Collected data
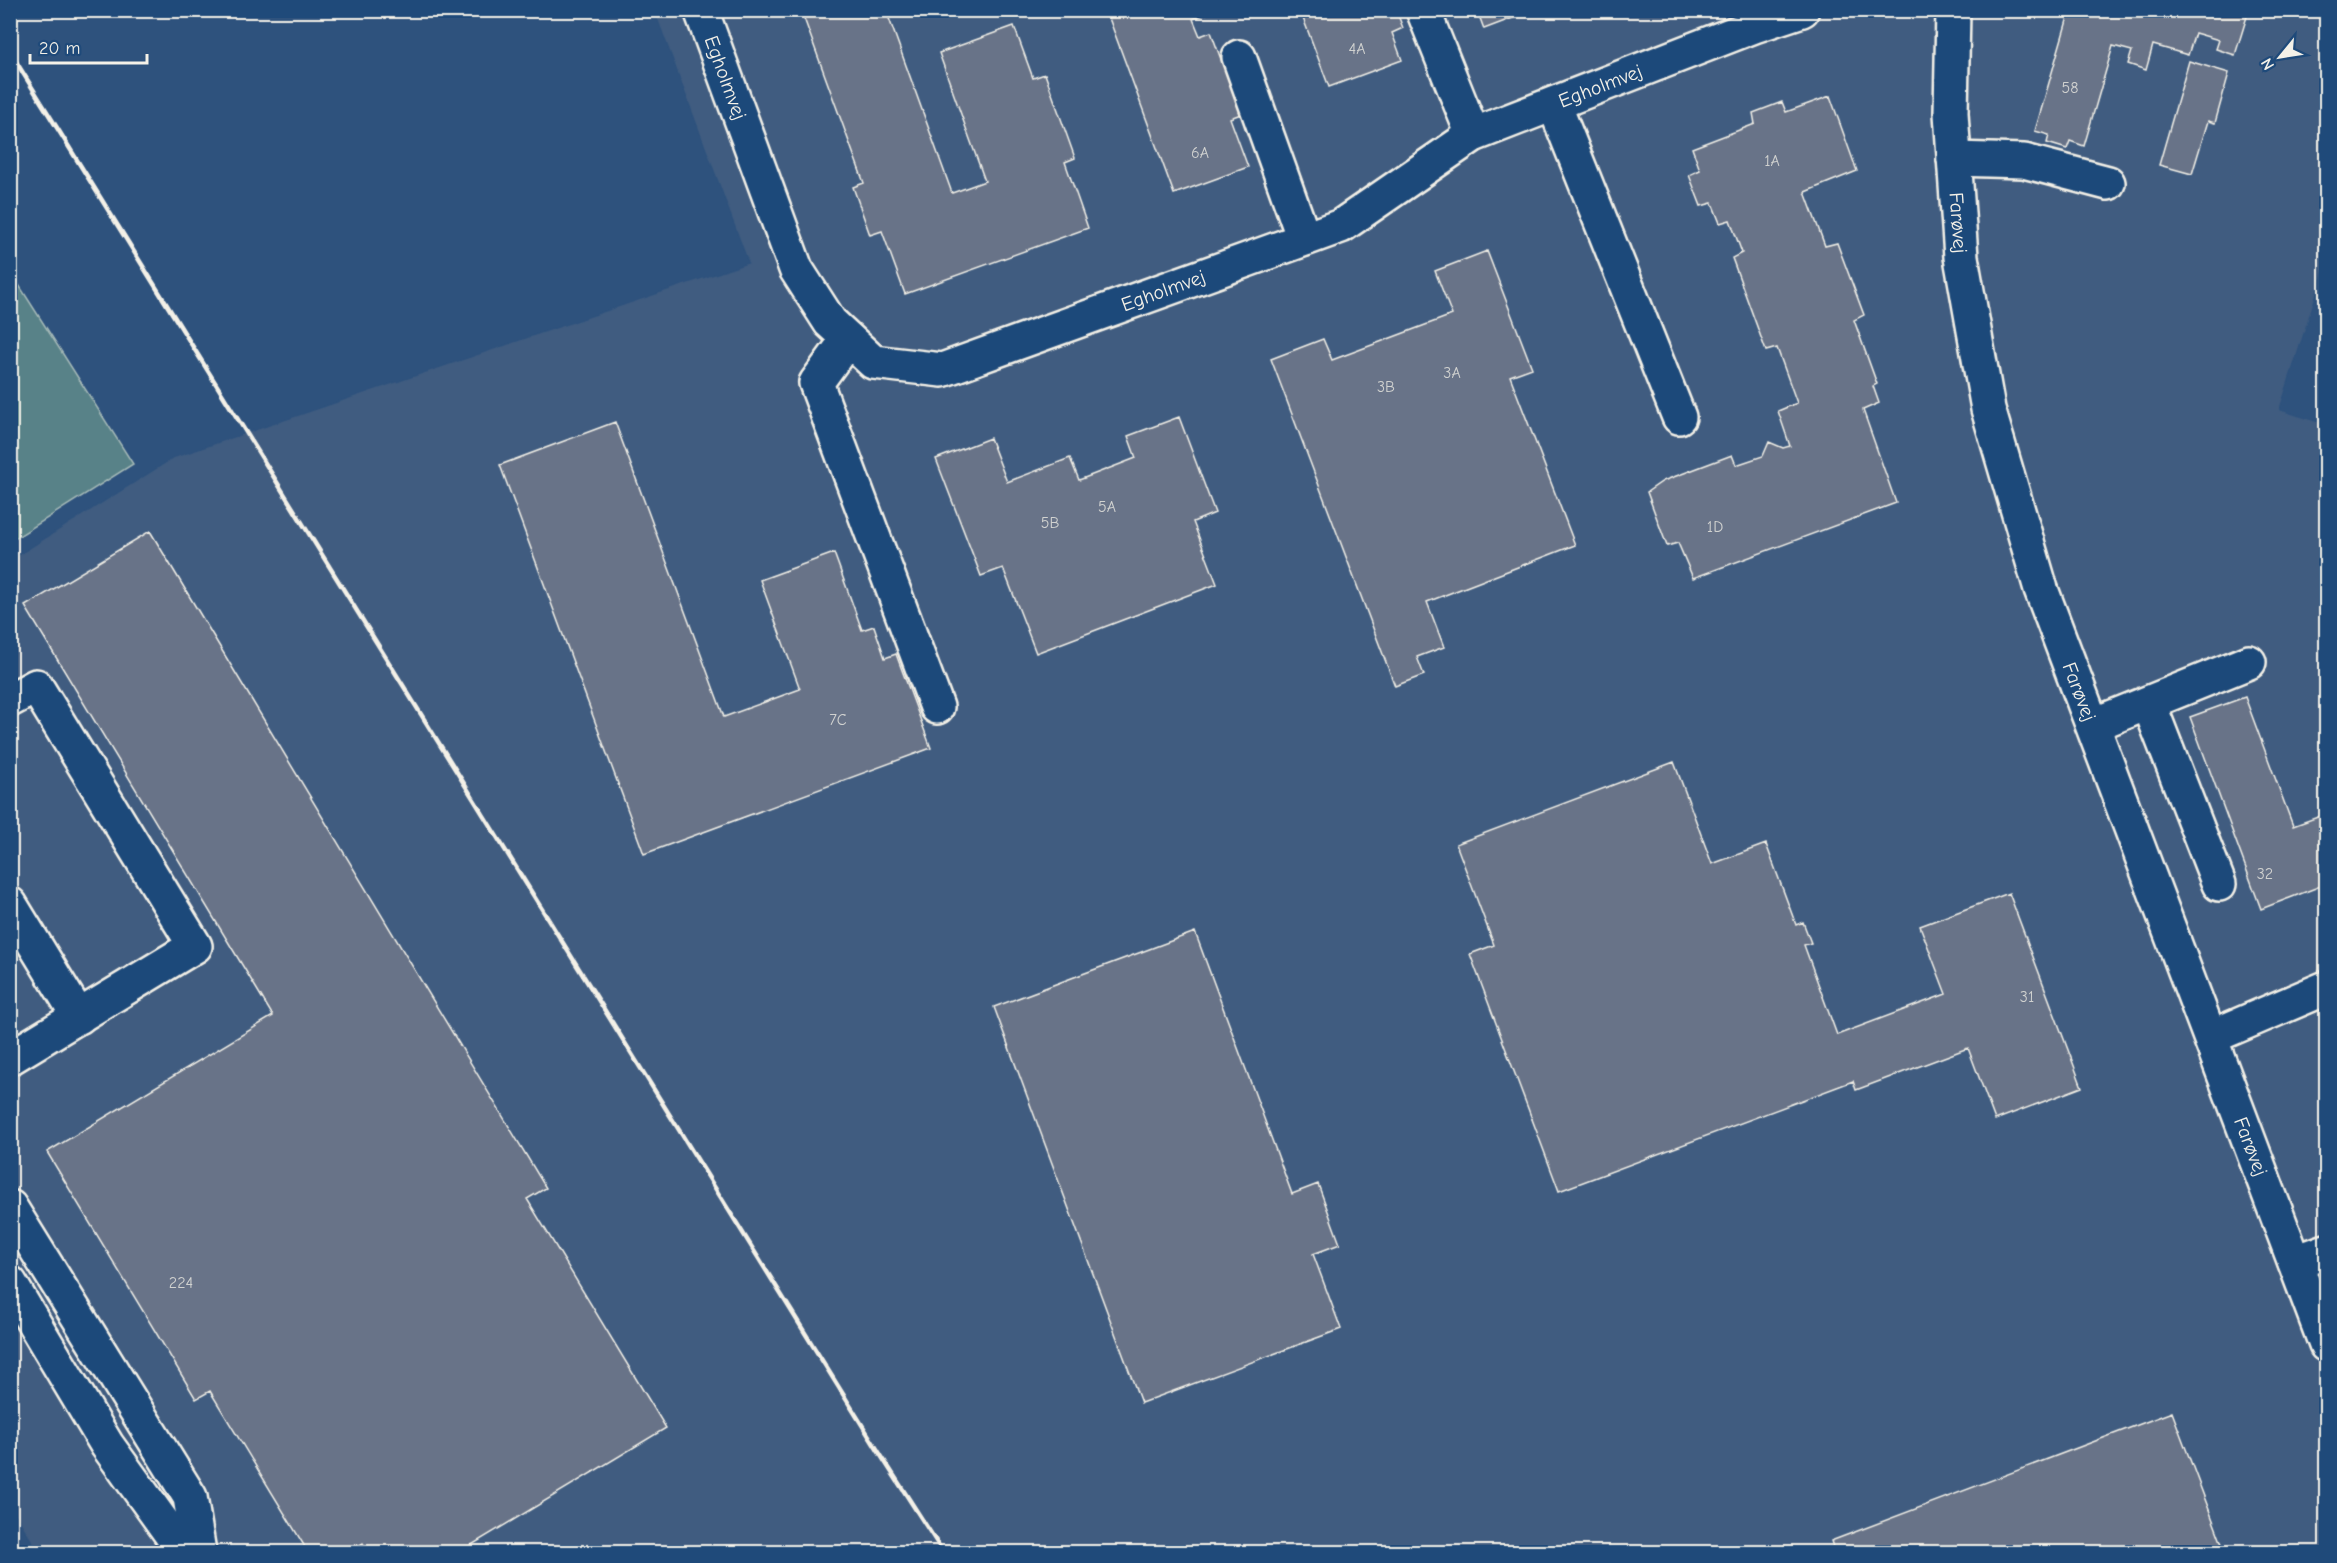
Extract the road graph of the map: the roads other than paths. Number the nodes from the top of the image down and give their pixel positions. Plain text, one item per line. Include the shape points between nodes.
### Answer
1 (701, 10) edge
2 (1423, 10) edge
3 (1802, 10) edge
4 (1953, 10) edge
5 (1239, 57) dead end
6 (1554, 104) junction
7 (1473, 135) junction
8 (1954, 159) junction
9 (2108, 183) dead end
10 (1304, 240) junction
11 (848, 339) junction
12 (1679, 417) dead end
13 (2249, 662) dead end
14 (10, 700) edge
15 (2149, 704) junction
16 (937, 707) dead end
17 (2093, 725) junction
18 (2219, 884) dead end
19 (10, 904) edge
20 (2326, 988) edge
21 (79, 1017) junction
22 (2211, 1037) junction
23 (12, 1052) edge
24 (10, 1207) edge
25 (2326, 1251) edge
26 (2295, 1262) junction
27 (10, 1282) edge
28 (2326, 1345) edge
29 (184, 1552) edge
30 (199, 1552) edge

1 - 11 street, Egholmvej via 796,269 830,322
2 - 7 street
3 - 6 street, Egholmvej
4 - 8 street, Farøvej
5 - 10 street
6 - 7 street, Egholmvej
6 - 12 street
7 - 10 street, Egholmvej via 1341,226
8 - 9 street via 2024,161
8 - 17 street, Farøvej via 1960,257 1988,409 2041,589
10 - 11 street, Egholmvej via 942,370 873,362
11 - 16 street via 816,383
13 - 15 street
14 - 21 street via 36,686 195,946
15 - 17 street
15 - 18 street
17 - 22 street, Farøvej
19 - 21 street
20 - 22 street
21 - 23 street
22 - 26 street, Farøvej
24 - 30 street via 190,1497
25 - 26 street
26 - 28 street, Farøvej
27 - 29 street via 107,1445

__Exercise details__
Once the lines of the entries containing the word "junction" have been counted, report the number alone.

__Reply to the exercise__
10